Write out exactly, please, the lines from the one containing "index pip: (442, 206)" to the end of the material.
── Task data ──
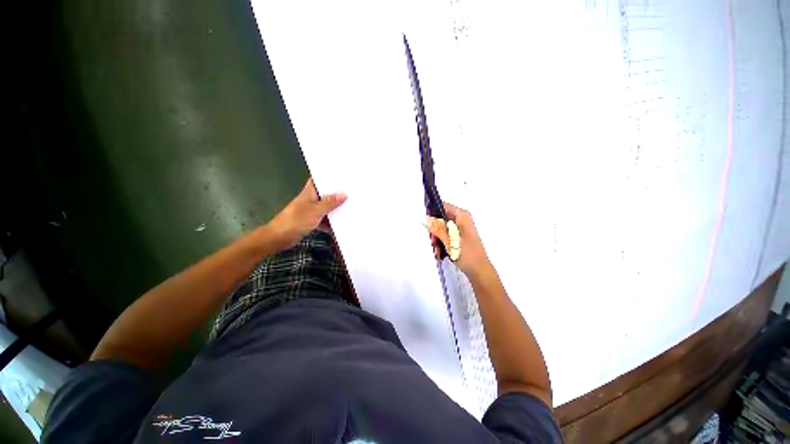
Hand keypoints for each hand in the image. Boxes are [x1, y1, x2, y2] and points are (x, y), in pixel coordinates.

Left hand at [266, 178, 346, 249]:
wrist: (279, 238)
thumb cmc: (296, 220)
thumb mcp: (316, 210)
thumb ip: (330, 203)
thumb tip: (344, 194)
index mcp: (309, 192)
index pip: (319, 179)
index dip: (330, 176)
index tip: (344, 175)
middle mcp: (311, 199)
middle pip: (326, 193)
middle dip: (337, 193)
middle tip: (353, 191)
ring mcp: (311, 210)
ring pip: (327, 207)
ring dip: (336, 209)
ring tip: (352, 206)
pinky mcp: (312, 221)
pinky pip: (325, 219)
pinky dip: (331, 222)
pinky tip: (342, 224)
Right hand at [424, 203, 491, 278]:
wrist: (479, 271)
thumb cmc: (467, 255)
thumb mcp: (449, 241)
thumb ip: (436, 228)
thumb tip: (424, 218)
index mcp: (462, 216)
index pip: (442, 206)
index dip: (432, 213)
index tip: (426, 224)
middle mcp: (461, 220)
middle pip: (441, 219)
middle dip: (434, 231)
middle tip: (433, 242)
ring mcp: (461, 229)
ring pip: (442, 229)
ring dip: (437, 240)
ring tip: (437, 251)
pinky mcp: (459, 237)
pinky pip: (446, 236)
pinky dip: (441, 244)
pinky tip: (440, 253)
───
**Solution to the problem**.
index pip: (442, 206)
index dip: (432, 213)
index tip: (426, 224)
middle mcp: (461, 220)
middle pip: (441, 219)
middle dip: (434, 231)
middle tip: (433, 242)
ring mcp: (461, 229)
ring pip: (442, 229)
ring dip: (437, 240)
ring tip: (437, 251)
pinky mcp: (459, 237)
pinky pip: (446, 236)
pinky dip: (441, 244)
pinky tip: (440, 253)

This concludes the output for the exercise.